Lastly, a crate is not a home.  Crate training is very useful, but should only be used on small puppies at night for sleeping and for an hour or so at a time as a time out, or for feeding away from other dogs, or for a safe place for a short time, no more than an hour, when you have to leave.  It is NOT a substitute for a yard.  You can leave the crate open and the puppy may choose to go in for a nap, but if your dog is spending more than 9 hours (including sleeping at night) out of every 24 in the crate, you are not raising the animal properly. If you are still reading, I will tell you what kind of person does well with TMs.  The most important trait is flexibility.  If you have rigid ideas of training, what you want your dog to do, where you want it to sleep, exactly how you are going to manage it, this might not be the right breed for you.  You have to be patient, willing to try alternatives if one thing doesn’t work and be realistic about training.  All obedience training should be done with positive reinforcement only, except for some very mild discipline when the dog repeatedly does something you are sure he knows is wrong.  I am in profound disagreement with those who advocate dominance training. All you are teaching the dog is that violence and strength is necessary to get your way and remember, the mature TM will be as strong as you are. (I absolutely do not recommend any kind of guard dog or schutzhund training.) Also, making sure you eat first and then the dogs are fed is nonsense. Finally, you have to be smarter than the dog.

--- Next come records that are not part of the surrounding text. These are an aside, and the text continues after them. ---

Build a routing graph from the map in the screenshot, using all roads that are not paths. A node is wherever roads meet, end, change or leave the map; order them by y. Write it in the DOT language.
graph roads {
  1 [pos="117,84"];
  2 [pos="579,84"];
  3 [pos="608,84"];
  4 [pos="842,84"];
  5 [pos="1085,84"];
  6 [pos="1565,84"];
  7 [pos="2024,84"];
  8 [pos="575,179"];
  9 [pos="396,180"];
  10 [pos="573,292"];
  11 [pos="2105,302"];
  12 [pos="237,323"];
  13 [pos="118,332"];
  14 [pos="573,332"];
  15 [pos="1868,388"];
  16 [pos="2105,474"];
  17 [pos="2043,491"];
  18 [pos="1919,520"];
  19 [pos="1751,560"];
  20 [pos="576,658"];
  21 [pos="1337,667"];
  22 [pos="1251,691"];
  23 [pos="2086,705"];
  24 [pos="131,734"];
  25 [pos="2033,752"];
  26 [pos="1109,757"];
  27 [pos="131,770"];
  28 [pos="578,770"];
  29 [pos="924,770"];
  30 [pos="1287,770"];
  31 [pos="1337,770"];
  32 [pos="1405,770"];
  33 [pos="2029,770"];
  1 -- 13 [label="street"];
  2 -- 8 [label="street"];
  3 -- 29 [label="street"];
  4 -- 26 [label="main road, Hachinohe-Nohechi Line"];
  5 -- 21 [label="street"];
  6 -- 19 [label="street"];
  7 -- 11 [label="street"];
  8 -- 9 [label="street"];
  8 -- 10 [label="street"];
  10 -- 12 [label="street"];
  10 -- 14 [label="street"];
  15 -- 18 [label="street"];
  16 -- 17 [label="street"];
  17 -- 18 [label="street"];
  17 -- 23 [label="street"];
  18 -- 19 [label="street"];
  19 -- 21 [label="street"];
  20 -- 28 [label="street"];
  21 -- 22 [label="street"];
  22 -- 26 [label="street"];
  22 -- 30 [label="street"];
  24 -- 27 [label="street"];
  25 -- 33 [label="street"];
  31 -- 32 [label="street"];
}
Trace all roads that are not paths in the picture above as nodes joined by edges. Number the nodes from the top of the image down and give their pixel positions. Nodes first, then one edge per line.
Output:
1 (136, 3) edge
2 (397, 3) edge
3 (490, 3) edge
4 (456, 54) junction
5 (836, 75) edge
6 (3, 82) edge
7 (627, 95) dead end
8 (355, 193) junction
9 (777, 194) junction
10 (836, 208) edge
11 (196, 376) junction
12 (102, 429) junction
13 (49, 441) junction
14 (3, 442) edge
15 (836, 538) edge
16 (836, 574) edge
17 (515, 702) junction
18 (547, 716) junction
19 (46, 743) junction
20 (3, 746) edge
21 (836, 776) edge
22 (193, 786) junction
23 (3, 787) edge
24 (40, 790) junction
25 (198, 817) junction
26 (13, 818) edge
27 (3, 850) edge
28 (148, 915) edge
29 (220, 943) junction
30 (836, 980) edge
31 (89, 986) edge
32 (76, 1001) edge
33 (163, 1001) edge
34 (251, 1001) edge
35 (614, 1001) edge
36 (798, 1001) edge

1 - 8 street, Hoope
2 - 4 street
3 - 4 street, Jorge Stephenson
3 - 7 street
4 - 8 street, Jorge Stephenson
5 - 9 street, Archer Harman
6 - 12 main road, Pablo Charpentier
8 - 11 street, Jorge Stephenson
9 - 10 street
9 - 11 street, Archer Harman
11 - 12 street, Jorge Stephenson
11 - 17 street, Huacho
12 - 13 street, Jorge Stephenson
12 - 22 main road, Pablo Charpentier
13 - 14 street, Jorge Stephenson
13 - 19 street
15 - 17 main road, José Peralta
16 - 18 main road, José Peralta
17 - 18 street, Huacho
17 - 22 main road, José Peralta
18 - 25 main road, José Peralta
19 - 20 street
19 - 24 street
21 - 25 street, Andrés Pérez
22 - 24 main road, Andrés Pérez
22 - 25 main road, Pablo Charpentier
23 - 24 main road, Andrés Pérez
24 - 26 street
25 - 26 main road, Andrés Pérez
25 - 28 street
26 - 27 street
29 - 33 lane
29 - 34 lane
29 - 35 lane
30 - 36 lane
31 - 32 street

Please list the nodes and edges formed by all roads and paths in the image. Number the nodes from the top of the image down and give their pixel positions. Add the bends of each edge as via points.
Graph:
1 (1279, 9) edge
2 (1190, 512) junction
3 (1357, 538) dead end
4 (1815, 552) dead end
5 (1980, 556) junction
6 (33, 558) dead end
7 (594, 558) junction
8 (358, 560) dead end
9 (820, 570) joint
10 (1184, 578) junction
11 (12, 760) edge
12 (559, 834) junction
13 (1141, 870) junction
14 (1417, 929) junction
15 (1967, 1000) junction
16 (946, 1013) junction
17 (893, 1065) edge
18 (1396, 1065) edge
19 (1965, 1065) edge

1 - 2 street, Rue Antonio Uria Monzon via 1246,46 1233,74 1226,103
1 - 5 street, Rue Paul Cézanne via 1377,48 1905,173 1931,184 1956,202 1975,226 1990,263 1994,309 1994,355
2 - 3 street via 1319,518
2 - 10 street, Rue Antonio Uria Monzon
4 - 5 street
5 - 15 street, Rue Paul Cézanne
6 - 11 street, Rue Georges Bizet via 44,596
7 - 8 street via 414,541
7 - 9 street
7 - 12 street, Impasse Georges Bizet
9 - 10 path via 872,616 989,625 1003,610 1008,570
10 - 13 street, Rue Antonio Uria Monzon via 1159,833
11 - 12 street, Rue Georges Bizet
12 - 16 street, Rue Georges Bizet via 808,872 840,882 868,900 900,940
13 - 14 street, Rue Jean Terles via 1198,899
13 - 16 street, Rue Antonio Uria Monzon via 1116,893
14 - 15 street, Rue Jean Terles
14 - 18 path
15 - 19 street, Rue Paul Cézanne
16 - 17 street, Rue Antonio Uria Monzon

Now, if you think you can do it, your reward will be to experience the greatest household companion in the world.  Tibetan Mastiffs are clean, funny, loving, playful, rarely demanding of your attention (other than when you first come in the door) and almost all of them will defend you with their lives the very first time it’s necessary without ever being trained to do it.  Most of all they are interesting.  After 25 years I still see new things and learn new details of their lives every year.  Don’t enter into this lightly.  Tibetan Mastiffs will change your lives, but if you are right for each other, they will enrich it immeasurably.